One complicating factor will be the maintenance of the cold chain. Vaccines are fragile products: they need to be stored at specific temperatures, and some are sensitive to light and need to be transported in dark glass vials. These precise conditions must be maintained throughout the vaccine journey, right until the point when you’re in the GP surgery with your sleeve rolled up and the nurse opens the fridge door to extract the required immunisation.
As an example, let’s say you live in rural Ghana, in West Africa, and the vaccine itself is coming from the UK. The cold chain will have to cover that vaccine leaving the UK manufacturing site, being loaded onto a vehicle and driven to a storage site near the airport, shifting on the aeroplane to Ghana, storage in or near Accra (the capital city), transport to a rural district health centre, and then potentially further transport in a vehicle, or even on foot, across difficult terrain to physically get to a remote population.
That final stage is something healthcare workers in Ghana and all low and middle-income countries do many times a year – for example, with polio vaccination campaigns – and it can be heroic and sometimes dangerous work. Wherever we live in the world, these people deserve our thanks.
Healthcare workers in these settings are well-practised at delivering vaccines everywhere, but you can see the number of separate steps where the cold chain has to be maintained. Essential kit may include a portable fridge in the back of a 4x4, or a cool bag that is carried by hand. Those cool bags may contain “freezer packs” that keep the products sufficiently cool for at least a few hours so that the vaccines don’t spoil.
The Pfizer/BioNTech vaccine needs to be stored at -80⁰C, which is tricky. This is not an insurmountable problem, but it poses extra logistical challenges. It requires specialist equipment known as “ultra low temperature freezers”. These are typically found in specialist research facilities or biobanks.
Since most routine vaccinations require refrigeration or freezing at much lesser temperatures, a GP practice in the UK is unlikely to already have that facility, let alone a health centre in rural Ghana.
Governments the world over will now be wondering how many of these freezers they’ll need to buy. And at a cost of a few thousand pounds per unit, plus running costs of maybe £500-£750 per year, the bill could get large very quickly. This kind of financial outlay may also be beyond rural Ghana and other resource-poor settings. It’s not just the cost of buying the vaccine itself that we need to think about.
Over the next six to 12 months, we hope that we’ll end up with several different vaccines. They will all have slightly different advantages and disadvantages, including considerations of effectiveness, safety, number of doses, cost and storage requirements.
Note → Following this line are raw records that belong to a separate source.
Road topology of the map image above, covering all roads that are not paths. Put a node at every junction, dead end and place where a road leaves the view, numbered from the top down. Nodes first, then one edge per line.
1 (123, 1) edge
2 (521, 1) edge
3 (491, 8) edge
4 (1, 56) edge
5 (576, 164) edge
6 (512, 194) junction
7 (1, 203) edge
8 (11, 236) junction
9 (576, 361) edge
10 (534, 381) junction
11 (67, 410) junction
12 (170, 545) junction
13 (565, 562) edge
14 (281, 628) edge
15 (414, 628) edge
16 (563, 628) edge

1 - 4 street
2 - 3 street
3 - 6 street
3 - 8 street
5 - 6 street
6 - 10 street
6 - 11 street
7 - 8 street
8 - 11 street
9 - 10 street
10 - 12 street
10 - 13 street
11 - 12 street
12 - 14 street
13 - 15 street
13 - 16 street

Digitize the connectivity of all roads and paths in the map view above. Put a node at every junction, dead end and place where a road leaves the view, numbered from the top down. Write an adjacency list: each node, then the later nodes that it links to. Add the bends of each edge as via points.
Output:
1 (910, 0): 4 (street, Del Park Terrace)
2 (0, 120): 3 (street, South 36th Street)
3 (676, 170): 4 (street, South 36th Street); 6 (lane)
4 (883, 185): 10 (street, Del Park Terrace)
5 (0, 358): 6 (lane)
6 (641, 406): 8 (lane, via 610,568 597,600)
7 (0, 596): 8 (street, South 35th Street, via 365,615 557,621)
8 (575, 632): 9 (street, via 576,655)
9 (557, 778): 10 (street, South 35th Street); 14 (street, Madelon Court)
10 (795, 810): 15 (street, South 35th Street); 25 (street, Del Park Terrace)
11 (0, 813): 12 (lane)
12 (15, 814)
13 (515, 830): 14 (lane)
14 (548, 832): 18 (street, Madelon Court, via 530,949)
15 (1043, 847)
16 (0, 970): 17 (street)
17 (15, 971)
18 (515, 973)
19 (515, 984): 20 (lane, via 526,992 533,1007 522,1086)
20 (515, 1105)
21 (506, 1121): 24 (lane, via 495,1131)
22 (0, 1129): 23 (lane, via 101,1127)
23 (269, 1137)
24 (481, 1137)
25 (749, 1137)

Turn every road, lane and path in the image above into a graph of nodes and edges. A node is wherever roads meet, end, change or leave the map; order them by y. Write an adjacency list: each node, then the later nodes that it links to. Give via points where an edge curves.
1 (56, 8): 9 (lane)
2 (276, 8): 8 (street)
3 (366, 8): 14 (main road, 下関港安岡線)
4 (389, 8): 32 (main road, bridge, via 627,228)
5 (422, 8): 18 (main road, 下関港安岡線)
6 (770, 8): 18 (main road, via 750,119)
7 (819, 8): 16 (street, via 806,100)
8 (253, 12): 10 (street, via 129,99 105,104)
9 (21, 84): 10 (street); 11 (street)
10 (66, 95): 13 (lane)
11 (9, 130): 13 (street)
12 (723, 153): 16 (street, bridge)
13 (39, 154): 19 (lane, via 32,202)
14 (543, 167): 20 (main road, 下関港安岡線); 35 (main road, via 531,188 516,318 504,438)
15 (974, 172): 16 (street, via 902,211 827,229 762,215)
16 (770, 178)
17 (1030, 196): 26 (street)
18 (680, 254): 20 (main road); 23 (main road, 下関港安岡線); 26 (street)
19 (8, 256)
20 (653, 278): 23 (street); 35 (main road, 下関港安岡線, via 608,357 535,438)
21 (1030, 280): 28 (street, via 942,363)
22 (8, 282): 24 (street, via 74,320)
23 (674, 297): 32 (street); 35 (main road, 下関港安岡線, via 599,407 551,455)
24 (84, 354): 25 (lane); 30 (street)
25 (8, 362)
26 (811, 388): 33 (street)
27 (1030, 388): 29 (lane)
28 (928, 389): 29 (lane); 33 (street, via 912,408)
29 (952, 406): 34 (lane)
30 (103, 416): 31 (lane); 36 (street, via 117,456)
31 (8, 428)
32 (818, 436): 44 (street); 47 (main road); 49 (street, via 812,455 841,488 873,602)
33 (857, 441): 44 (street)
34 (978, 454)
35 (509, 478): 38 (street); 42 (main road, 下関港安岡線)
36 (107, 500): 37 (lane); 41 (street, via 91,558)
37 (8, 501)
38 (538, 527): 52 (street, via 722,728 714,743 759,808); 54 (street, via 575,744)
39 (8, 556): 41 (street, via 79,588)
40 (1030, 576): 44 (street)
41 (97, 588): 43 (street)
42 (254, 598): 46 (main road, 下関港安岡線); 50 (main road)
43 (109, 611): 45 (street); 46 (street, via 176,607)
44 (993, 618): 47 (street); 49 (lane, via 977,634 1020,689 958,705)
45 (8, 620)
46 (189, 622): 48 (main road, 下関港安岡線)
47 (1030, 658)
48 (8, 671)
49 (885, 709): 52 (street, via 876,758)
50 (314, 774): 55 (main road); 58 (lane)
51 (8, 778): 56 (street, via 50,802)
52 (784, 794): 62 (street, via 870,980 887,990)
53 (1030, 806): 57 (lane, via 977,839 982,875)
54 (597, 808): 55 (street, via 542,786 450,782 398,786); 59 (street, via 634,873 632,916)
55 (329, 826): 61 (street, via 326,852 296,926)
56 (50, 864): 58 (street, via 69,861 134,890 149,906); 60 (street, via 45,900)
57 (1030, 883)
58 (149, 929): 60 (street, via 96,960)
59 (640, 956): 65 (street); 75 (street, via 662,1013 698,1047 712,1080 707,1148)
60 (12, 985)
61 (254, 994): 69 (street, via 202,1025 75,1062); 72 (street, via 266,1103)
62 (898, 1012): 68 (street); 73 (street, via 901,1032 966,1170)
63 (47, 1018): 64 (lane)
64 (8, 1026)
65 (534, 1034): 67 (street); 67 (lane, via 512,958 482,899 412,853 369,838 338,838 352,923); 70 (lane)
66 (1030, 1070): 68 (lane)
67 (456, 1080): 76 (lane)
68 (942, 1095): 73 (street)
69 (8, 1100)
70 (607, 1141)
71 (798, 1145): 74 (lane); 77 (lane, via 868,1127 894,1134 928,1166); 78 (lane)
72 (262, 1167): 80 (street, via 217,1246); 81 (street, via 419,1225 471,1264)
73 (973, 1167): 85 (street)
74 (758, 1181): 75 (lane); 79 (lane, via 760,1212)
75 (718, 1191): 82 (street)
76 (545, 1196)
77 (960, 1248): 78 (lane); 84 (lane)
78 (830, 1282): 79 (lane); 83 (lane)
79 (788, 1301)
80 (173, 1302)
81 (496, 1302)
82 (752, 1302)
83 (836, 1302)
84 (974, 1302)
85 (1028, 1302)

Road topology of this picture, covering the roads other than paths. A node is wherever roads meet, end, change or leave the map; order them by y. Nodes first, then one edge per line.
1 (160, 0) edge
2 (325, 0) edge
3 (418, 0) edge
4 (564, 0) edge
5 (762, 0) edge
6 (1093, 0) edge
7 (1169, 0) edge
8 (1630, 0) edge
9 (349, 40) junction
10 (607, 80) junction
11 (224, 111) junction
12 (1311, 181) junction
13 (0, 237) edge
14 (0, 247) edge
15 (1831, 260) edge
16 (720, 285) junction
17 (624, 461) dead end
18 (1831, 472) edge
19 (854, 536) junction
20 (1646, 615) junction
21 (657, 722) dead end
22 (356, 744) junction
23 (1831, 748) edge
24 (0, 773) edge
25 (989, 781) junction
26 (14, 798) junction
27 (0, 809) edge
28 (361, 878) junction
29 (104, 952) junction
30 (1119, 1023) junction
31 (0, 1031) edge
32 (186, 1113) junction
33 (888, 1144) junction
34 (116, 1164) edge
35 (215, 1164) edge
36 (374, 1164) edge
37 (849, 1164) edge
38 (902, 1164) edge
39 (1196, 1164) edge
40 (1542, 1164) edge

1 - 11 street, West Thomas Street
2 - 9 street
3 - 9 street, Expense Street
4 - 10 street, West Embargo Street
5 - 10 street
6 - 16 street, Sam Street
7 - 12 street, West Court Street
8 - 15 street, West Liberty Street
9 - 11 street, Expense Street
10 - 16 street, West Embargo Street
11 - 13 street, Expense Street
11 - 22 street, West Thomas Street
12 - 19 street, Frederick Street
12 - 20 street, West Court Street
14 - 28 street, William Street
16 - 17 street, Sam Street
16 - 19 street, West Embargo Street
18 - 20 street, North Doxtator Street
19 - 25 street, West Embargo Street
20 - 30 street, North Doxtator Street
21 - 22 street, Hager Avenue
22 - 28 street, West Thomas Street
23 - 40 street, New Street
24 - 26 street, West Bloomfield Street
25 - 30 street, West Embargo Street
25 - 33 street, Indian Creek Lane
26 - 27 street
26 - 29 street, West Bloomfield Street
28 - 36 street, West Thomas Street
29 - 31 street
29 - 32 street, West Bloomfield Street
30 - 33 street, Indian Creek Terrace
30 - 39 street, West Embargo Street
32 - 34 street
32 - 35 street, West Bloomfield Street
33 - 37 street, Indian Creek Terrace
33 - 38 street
It may be that in high-income countries, vaccinating vulnerable populations with a product that requires two doses and -80℃ storage is workable. In sub-Saharan Africa, a more useful product may potentially be one that needs one dose and has a less stringent cold chain, even if overall vaccine effectiveness is slightly lower.
The short and medium-term future for COVID-19 vaccine development looks very exciting. However, success in clinical trials is still a long way from the endgame of a highly effective immunisation distributed to all corners of the globe. For now, we await further development with hope, but perhaps also more than a little expectation.